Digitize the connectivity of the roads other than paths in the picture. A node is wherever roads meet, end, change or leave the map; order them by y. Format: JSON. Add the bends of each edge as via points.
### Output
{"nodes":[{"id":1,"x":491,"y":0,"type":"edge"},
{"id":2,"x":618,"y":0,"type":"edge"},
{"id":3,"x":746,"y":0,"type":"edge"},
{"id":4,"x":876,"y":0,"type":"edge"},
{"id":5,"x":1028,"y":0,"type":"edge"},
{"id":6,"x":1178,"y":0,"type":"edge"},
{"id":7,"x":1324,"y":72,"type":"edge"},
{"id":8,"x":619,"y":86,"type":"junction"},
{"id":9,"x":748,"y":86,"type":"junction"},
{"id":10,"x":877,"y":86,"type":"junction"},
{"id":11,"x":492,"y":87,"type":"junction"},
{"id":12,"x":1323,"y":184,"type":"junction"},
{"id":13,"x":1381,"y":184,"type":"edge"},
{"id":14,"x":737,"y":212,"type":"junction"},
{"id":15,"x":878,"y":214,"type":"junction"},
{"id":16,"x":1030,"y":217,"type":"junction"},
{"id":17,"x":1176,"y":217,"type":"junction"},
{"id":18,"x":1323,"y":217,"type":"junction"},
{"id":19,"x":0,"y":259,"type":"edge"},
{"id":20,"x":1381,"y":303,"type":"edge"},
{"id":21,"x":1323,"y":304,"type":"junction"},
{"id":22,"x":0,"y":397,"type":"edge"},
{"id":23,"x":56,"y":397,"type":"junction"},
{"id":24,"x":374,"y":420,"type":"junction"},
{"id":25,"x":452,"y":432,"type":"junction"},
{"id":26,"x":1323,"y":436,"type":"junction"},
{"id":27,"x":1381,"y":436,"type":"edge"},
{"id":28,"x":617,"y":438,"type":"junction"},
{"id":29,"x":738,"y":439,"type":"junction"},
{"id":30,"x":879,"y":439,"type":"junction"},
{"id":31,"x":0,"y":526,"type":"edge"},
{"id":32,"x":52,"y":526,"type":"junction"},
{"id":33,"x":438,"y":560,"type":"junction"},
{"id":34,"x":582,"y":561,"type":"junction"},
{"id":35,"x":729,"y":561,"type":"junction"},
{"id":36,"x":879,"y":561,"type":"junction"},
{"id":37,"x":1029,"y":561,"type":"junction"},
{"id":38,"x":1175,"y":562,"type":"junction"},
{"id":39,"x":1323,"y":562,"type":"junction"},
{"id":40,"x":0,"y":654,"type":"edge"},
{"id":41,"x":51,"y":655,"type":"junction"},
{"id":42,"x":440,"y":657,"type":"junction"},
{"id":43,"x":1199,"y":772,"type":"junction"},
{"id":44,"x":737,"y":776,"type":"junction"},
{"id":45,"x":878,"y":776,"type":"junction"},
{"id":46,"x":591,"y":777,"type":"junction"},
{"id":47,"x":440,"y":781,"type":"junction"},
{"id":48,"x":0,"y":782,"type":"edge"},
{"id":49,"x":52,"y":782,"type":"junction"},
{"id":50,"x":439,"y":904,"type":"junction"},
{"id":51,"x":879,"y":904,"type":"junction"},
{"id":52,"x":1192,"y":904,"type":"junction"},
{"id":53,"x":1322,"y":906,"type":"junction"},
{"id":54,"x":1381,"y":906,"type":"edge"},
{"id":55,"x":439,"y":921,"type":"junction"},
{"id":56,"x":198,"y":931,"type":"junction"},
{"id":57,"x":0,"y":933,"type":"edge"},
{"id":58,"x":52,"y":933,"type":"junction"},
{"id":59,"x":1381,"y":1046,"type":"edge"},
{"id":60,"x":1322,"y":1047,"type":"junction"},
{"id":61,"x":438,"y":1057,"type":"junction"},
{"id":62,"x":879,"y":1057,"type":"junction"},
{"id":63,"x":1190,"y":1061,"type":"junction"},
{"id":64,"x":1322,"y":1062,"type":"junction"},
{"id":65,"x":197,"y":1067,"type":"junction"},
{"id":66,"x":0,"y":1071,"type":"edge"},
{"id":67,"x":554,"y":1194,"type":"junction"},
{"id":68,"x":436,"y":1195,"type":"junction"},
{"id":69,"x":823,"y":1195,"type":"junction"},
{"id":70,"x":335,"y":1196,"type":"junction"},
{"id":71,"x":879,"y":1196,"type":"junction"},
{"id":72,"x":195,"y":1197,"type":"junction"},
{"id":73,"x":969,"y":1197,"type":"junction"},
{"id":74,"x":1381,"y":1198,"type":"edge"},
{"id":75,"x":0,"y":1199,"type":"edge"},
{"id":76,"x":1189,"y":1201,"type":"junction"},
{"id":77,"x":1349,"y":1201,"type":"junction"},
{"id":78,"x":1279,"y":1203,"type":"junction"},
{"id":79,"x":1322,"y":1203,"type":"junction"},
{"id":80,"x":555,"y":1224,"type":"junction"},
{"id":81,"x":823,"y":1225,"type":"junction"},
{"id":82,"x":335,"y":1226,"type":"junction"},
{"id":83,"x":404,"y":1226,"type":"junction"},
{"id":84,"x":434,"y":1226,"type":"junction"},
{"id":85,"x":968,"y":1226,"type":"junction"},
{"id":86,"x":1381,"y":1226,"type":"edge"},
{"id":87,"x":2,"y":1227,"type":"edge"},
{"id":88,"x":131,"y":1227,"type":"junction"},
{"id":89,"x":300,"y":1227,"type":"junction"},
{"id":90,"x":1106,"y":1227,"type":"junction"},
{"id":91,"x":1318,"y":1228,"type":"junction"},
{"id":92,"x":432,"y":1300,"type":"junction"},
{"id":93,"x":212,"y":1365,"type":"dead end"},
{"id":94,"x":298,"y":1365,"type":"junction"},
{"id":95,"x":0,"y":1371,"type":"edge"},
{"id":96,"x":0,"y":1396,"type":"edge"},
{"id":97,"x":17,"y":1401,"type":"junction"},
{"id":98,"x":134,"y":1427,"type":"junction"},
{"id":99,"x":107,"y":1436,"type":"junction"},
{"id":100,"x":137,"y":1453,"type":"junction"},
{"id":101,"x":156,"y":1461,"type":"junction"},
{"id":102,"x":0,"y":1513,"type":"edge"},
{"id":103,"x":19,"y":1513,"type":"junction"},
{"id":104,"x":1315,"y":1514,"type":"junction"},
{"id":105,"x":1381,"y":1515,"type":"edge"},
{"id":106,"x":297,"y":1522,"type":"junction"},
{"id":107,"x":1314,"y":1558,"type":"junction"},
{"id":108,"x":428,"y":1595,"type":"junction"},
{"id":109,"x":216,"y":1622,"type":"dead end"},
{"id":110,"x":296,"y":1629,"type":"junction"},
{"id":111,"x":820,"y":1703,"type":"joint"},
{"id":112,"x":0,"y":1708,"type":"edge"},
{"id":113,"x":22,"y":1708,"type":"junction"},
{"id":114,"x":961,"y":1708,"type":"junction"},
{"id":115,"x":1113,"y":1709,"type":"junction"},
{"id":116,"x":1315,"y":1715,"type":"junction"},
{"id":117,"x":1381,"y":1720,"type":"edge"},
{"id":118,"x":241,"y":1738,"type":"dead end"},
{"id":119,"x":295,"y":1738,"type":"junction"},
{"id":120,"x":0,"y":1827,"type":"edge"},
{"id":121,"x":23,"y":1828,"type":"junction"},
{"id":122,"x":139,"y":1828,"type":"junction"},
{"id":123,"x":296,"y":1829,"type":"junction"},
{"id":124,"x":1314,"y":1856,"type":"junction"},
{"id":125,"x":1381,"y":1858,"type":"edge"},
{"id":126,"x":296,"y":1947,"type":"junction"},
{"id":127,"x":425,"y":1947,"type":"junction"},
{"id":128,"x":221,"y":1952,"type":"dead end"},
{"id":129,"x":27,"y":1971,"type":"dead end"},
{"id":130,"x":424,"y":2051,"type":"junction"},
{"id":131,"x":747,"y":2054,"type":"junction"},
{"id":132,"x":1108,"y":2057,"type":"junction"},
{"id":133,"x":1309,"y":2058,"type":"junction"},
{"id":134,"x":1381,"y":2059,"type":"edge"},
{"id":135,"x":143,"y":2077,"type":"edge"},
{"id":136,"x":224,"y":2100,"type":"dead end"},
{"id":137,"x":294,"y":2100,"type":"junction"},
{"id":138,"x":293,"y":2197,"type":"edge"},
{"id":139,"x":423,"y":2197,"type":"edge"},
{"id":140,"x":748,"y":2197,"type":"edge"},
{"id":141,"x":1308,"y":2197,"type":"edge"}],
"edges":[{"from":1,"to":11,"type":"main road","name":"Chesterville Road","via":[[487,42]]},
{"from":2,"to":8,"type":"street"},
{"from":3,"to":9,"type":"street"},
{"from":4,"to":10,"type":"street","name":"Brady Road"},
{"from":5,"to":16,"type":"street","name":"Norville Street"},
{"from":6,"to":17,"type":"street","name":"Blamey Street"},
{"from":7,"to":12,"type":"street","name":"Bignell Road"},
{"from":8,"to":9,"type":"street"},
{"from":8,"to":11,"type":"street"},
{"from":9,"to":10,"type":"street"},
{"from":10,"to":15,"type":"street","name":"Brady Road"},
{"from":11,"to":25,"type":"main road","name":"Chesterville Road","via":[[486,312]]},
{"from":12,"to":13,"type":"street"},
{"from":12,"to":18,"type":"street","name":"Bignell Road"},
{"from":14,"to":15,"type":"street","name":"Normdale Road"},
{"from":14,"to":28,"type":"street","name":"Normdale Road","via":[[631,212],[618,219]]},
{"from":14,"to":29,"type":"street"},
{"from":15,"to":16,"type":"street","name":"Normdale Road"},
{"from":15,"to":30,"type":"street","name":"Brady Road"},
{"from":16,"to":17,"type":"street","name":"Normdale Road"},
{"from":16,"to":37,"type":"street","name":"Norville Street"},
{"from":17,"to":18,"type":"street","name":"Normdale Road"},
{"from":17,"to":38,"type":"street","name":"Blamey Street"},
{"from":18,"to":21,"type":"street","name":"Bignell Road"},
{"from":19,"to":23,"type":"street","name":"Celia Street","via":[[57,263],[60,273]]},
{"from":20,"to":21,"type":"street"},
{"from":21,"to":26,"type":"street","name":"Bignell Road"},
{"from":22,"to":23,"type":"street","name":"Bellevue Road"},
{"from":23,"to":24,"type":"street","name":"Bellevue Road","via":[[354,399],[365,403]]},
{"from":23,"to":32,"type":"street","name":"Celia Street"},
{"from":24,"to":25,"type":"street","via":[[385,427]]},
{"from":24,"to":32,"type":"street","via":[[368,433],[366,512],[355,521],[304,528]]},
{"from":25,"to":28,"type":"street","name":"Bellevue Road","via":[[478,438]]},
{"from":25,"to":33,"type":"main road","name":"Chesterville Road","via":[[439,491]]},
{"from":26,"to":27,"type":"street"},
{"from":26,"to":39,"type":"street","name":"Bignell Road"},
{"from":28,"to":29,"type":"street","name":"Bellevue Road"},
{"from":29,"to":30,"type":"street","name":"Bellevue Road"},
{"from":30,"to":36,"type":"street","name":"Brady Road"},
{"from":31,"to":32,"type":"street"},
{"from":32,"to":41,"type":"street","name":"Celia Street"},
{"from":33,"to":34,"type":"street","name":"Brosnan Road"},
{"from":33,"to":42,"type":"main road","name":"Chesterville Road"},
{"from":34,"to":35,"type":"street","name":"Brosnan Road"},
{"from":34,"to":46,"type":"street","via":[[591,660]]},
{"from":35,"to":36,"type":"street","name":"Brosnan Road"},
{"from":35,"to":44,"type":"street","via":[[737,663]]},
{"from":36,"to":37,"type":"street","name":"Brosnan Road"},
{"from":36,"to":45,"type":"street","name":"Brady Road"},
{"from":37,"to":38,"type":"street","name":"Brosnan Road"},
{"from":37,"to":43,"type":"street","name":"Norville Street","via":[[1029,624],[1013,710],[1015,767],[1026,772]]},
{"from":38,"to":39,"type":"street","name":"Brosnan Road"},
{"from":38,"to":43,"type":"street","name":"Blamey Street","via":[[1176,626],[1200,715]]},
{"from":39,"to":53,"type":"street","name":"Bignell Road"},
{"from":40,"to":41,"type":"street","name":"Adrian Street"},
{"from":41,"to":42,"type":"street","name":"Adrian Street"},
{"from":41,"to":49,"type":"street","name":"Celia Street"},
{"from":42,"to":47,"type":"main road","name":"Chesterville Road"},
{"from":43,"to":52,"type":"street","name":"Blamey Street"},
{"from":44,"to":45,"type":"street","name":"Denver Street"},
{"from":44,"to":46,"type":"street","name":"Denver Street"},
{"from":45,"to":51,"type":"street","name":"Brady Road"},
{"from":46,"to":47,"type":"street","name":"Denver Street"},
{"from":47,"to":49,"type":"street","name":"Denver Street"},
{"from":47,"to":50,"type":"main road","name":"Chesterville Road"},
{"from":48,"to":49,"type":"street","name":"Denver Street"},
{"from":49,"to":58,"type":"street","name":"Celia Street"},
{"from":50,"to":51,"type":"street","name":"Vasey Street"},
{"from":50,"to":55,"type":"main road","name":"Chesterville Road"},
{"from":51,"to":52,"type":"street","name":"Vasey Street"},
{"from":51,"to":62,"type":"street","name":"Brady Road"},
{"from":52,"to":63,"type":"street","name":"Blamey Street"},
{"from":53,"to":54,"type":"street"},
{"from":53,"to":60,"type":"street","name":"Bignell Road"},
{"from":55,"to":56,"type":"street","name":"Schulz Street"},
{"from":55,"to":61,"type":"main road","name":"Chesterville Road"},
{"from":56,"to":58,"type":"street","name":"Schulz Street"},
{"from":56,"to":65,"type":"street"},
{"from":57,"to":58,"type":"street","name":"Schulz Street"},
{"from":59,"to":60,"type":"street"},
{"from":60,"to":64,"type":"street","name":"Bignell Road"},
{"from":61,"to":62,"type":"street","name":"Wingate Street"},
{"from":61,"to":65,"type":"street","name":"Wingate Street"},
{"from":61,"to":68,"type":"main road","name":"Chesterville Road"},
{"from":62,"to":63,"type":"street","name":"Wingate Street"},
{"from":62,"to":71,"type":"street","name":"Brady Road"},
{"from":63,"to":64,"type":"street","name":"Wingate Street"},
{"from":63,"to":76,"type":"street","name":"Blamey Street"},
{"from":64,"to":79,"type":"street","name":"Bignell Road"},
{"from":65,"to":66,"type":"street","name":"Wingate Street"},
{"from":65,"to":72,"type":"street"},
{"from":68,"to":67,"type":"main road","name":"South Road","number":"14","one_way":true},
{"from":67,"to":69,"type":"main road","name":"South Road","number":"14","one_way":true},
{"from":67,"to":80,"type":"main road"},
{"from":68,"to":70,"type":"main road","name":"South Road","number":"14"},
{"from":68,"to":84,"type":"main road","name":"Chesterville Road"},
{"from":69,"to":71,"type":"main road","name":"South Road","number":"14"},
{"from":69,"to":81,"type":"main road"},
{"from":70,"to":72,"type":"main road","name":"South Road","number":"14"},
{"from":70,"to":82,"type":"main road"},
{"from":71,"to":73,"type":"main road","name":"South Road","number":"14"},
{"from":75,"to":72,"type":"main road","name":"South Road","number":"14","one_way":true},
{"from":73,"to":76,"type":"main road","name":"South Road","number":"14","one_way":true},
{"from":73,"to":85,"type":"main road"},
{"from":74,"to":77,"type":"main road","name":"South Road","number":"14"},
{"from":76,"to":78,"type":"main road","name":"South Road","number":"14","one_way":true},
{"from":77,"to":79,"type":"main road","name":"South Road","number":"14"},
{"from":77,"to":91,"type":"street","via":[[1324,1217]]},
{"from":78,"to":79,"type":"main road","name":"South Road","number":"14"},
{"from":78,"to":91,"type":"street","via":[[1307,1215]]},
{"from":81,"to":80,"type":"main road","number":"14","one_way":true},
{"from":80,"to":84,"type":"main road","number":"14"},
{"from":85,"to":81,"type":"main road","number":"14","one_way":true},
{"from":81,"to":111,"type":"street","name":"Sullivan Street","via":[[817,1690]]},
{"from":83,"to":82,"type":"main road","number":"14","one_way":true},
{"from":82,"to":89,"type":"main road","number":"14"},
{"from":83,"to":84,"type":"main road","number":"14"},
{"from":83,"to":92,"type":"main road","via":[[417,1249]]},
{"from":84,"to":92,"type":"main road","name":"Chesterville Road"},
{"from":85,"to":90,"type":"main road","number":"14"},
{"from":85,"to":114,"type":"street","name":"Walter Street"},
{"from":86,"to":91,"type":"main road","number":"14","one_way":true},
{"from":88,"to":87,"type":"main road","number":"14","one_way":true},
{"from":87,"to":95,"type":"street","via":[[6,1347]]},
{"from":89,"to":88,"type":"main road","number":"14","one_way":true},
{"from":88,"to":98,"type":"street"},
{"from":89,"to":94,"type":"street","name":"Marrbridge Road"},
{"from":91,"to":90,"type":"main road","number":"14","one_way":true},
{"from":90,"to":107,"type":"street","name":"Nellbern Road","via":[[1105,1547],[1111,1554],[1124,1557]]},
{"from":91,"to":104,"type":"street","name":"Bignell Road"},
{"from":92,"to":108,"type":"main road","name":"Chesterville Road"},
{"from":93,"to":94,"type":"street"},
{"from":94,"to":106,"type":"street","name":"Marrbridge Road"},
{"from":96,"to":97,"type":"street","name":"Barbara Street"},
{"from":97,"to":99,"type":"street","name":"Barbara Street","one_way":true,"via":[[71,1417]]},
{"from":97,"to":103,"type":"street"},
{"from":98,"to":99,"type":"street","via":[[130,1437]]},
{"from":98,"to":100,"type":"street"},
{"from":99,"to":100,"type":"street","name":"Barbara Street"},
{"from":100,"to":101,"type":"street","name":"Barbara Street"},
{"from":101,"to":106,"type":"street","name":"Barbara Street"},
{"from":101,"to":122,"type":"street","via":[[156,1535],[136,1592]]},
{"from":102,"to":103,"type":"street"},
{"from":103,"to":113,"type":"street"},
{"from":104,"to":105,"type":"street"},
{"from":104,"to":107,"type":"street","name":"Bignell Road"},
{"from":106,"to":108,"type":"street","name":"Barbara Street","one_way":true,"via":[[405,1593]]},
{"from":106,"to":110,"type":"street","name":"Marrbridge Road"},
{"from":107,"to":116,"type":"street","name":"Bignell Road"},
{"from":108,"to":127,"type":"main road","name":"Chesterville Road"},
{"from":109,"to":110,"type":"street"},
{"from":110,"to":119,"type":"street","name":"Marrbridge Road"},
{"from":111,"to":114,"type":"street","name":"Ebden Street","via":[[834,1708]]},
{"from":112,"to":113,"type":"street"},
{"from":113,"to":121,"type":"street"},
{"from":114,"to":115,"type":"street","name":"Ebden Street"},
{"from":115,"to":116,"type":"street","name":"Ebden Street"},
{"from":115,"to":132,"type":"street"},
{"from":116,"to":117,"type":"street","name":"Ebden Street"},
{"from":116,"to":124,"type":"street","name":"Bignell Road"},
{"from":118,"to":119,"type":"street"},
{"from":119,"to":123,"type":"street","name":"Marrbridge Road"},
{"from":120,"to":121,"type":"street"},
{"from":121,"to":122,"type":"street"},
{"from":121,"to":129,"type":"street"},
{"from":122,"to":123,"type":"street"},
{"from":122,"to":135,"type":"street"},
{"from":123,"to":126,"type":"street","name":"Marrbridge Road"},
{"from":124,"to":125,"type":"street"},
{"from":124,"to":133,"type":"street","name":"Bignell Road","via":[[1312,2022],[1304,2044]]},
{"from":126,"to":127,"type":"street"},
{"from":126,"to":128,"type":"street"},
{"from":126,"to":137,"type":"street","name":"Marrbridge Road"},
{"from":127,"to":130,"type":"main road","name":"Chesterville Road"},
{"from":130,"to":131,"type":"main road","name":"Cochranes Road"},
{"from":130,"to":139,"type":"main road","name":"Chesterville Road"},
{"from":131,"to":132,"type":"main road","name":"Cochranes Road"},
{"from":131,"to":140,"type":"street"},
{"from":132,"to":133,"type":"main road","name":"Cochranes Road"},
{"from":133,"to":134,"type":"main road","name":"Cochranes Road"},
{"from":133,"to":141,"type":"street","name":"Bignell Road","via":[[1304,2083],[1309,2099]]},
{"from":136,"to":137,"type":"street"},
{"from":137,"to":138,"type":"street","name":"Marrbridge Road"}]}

•••

§ **PROMPT**: Find every line of the data above that holds the word "Celia", then state how many there are and nothing else.

§ **EXERCISE RESULT**: 5